К приготовленной таким образом взвеси продукта добавляют 0,1% водный раствор бриллиантового зеленого в количестве 2% к объему (т.е. 20,0см3 раствора красителя к 1000,0см3 взвеси продукта), перемешивают и выдерживают в термостате при температуре 370С от 18 до 24 часов;
На следующий день 1,0см3 выдержанной в термостате смеси переносят в пробирки с 10,0см3 магниевой среды или среды Мюллера и инкубируют при температуре 370С в течение 18-24 часов.
Прямой посев в среды для селективного обогащения.
Асептически сделанные навески сухих компонентов продукта засевают в колбы с магниевой средой или средой Мюллера, соблюдая соотношение продукта и среды 1:9.
Для жидких продуктов допускается использование среды с двойной концентрацией ингредиента при соотношении продукта и среды 1:1.
В обоих случаях колбы с посевами инкубируют в течение 18-24 часов при 370С, после чего производят высев на поверхность чашки дифференциально-диагностической средой – Плоскирева. Чашки с посевами инкубируют при 370С в течение 24-48 часов, причем просмотр посевов осуществляют дважды: через 24 и 48 часов после инкубации.
При наличии смешанного роста необходимо сделать повторный пересев на питательный агар для выделения чистых культур и получения изолированных колоний.
Типичные колонии сальмонелл на среде Плоскирева – бесцветные, прозрачные, плоские. При отсутствии типичных колоний сальмонелл на каждой из сред результат анализа считают «отрицательным», т. е. в исследуемой массе продукта сальмонелл нет. При наличии на чашках Петри типичных для сальмонелл колоний или колоний, подозрительных на сальмонелл, производят их дальнейшее изучение.
Для этого выбирают хорошо изолированную колонию и засевают на пробирки с трехсахарным агаром с мочевиной или средой Клиглера и инкубируют при 370С в течение 24 часов. Идентификацию выделенных культур проводят, соответственно, по ферментации лактозы, глюкозы, сахарозы и расщеплению мочевины:
– покраснение или пожелтение скошенной части столбика трехсахарной среды (при посеве уколом) говорит об образовании кислоты в результате ферментации лактозы или сахарозы;
– покраснение столбика трехсахарной среды указывает на расщепление глюкозы;
– бледно-розовый цвет столбика трехсахарной среды указывает на расщепление мочевины;
– об образовании сероводорода судят по почернению в столбике трехсахарной среды.

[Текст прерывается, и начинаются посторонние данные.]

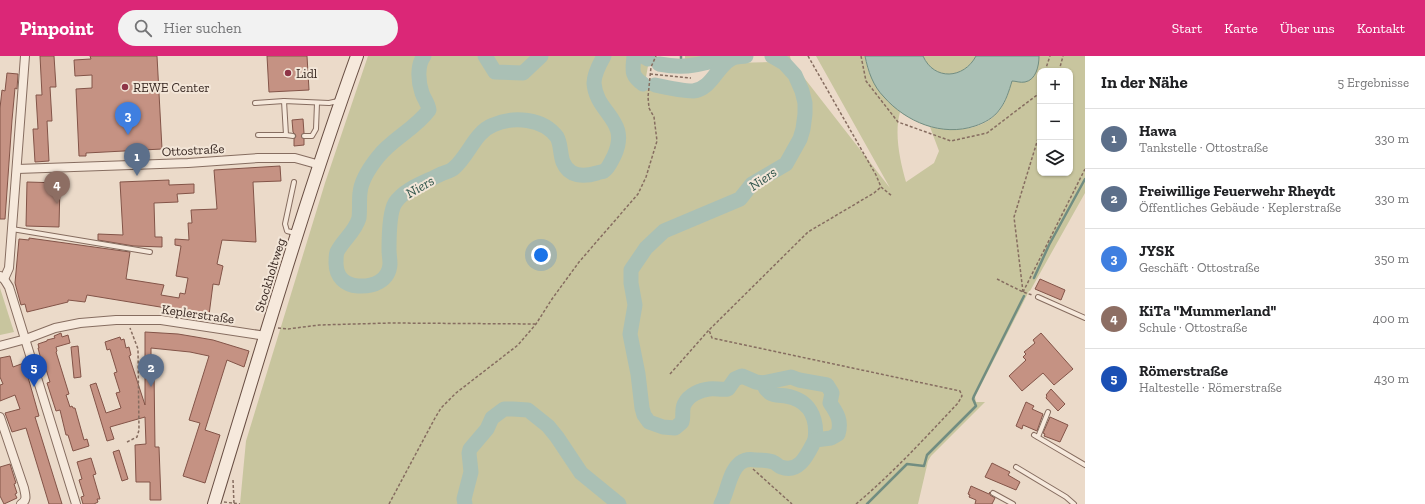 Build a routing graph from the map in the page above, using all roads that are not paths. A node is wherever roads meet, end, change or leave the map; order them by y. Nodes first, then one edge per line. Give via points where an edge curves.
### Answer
1 (25, 56) edge
2 (357, 56) edge
3 (341, 101) junction
4 (284, 102) junction
5 (255, 103) dead end
6 (317, 103) junction
7 (258, 135) dead end
8 (286, 135) junction
9 (293, 136) dead end
10 (304, 136) dead end
11 (320, 165) junction
12 (17, 169) junction
13 (294, 182) dead end
14 (12, 229) junction
15 (297, 234) junction
16 (150, 252) dead end
17 (2, 277) edge
18 (1038, 297) road end
19 (1085, 318) edge
20 (267, 331) junction
21 (26, 339) junction
22 (0, 346) edge
23 (1048, 412) dead end
24 (0, 417) edge
25 (1085, 465) edge
26 (1016, 467) dead end
27 (993, 493) dead end
28 (214, 502) edge
29 (21, 504) edge
30 (76, 504) edge
31 (1013, 504) edge
32 (1074, 504) edge

1 - 12 street
2 - 3 main road, Stockholtweg
3 - 6 lane
3 - 11 main road, Stockholtweg
4 - 5 lane
4 - 6 lane
4 - 8 lane
6 - 10 lane via 316,129 312,136
7 - 8 lane
8 - 9 lane
11 - 12 street, Ottostraße via 295,158 258,158
11 - 15 main road, Stockholtweg
12 - 14 street
13 - 15 lane via 284,224 287,231
14 - 16 lane
14 - 17 street via 9,268
15 - 20 main road, Stockholtweg
17 - 21 street via 9,287
18 - 19 lane
20 - 21 street, Keplerstraße via 160,320 126,320 80,322
20 - 28 main road, Stockholtweg
21 - 22 street, Keplerstraße
21 - 30 street
23 - 25 lane via 1036,436
24 - 29 street via 24,488 26,497
26 - 32 lane
27 - 31 lane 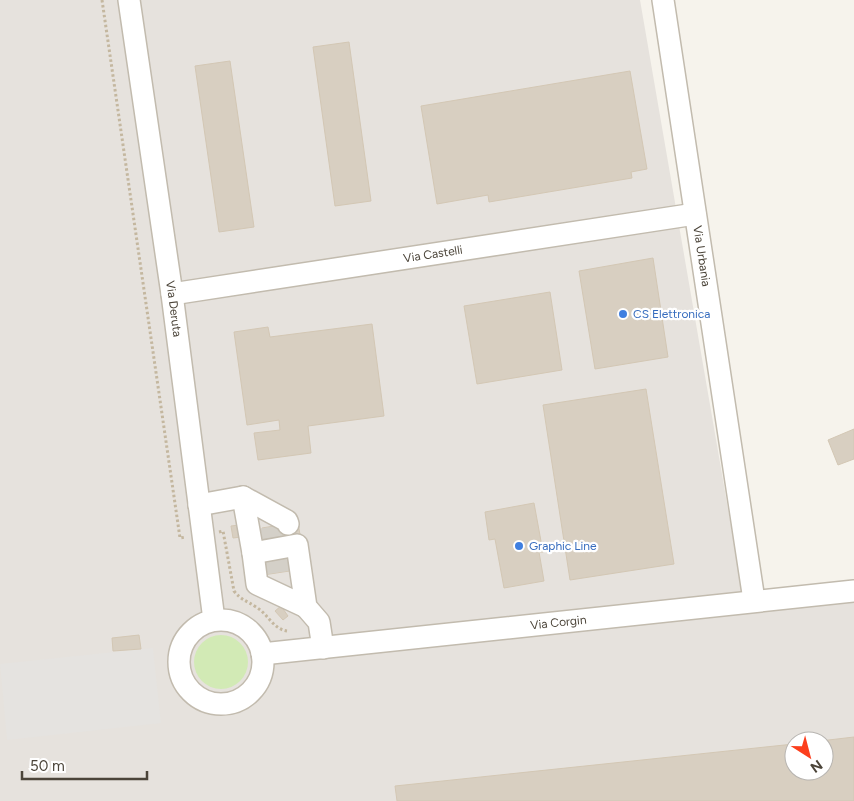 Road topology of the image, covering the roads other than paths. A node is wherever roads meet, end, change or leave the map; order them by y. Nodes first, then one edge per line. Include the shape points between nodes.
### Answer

Если культуры сбраживают лактозу с образованием газа и расщепляют мочевину, то они не принадлежат к бактериям рода сальмонелл, поэтому дальнейшему изучению подвергаются культуры, не ферментирующие лактозу и не расщепляющие мочевину, но ферментирующие глюкозу (с образованием или без образования газа).
Культуры, ферментирующие глюкозу без образования газа, подозрительны как брюшнотифозные сальмонеллы или дизентерийные бактерии.Культуры, ферментирующие глюкозу с образованием газа, т. е. дающие в среде пузырьки, и продуцирующие сероводород, могут принадлежать к роду сальмонелл. Если во всех пробирках отсутствует характерная для сальмонелл реакция, результат считают отрицательным и дают заключение об отсутствии в исследуемой массе продукта бактерий рода сальмонелл.